Cartoonist Martin Rowson of Britain's The Guardian talks about the pluses and minuses of seeing his work distributed globally.
An excerpt from The Guardian:
One the many joys of working for the Guardian is that the political cartoons I draw for the paper on Mondays (and when Steve Bell is away) also appear on the website. This means that I've been globalised. The only slight drawback is that the webmasters and mistresses at Guardian Unlimited gently insist that my email address should also be published under each cartoon.

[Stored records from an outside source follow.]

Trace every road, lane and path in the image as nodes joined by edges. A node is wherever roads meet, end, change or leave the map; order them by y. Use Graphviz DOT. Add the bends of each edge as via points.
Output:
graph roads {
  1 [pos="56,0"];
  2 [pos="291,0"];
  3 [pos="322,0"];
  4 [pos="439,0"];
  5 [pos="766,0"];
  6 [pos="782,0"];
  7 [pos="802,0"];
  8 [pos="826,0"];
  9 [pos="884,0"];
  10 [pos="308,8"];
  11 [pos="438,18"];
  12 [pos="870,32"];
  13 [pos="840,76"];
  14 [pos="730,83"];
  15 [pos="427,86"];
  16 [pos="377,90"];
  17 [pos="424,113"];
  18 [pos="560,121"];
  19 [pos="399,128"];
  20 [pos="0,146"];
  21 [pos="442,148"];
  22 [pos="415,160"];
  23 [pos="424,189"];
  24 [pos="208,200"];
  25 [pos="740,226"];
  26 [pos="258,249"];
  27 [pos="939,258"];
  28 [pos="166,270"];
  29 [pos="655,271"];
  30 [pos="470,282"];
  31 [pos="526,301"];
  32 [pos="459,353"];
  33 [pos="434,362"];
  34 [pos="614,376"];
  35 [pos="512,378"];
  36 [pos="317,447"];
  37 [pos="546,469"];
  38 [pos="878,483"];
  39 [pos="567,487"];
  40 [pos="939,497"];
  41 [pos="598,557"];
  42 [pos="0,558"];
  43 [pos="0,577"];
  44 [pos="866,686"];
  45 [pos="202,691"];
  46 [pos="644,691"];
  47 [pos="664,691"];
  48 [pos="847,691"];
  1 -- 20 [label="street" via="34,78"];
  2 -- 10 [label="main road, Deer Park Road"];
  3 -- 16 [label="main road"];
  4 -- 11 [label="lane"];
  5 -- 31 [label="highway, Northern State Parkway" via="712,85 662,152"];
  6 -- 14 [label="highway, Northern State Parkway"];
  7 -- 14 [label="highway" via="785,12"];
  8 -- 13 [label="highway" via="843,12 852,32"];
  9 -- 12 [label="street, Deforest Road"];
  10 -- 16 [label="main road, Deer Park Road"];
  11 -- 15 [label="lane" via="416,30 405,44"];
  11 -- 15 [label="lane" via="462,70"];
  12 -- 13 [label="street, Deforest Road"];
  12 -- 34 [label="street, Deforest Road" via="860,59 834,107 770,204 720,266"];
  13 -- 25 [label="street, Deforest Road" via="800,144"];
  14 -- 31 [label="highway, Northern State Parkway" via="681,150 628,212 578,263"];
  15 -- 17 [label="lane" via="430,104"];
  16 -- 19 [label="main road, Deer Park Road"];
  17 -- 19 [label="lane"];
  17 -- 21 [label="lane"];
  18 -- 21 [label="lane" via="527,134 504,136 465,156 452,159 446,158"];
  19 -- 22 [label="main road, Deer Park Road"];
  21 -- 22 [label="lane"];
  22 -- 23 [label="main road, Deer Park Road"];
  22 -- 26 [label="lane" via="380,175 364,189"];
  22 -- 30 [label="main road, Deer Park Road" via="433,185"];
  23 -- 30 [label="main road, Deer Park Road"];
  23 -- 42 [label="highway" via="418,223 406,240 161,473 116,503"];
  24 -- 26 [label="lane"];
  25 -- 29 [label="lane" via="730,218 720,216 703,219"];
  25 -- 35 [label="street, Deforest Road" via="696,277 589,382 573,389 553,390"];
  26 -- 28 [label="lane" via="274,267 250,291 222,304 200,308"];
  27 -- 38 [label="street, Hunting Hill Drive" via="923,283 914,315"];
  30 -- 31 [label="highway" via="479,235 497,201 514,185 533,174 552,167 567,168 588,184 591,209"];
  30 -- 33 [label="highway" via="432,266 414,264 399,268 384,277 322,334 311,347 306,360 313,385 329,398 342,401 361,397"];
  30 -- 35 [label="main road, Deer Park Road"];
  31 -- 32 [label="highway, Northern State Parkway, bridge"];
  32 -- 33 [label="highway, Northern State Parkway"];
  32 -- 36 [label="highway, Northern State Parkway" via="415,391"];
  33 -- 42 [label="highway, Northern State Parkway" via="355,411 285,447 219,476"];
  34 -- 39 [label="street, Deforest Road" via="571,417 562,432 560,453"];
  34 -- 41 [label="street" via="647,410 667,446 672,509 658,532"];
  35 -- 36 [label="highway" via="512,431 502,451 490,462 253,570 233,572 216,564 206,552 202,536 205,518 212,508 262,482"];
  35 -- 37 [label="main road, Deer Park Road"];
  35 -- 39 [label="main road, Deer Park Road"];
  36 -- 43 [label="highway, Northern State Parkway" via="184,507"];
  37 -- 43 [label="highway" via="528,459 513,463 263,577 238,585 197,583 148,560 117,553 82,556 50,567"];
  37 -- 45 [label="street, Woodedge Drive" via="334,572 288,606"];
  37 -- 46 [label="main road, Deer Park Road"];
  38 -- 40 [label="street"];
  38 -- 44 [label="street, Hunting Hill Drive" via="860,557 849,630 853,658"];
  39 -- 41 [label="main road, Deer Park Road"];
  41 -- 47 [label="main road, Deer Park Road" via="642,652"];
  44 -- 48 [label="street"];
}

It's not that I don't appreciate the occasional bits of fan email I get from around the world. I do. I don't even mind the letters from French and German schoolgirls who've been told to deconstruct one of my cartoons for their English homework, and the rare messages from punters wanting to put in a bid for original artwork are, of course, a joy. It's just that my globalisation means that every time I draw a cartoon critical of George Bush my inbox gets inundated with a tidal surge of hate mail.
I'm not alone, of course. Steve Bell gets it too. In fact the first piece of digital bile I received asked me why I drew Mr Bush as a monkey, when he was the president of the United States of America and I was just a schmuck. I politely replied that I never had, and that my correspondent had got the wrong lefty cartoonist. I got a reply saying I was an asshole anyway.However, my cartoon of November 1 2004 second-guessing the outcome of last year's presidential election really opened the floodgates. My jovial prophecy - that the election would be a draw, the Republicans would then cheat and that a new US civil war would break out - inspired around 400 outraged Americans to send me abusive email, most of it along the lines of "you'd be speaking German now if it wasn't for us, you limey asshole".
At this point I still thought it my duty to reply to these emails, so again I politely pointed out that if the US hadn't entered the second world war in December 1941 there would have been no D-Day and no second front, the Red Army would have swept through Nazi Germany and into western Europe and that, in fact, I'd now be speaking Russian. And, incidentally, the US would have lost the cold war in about 1958.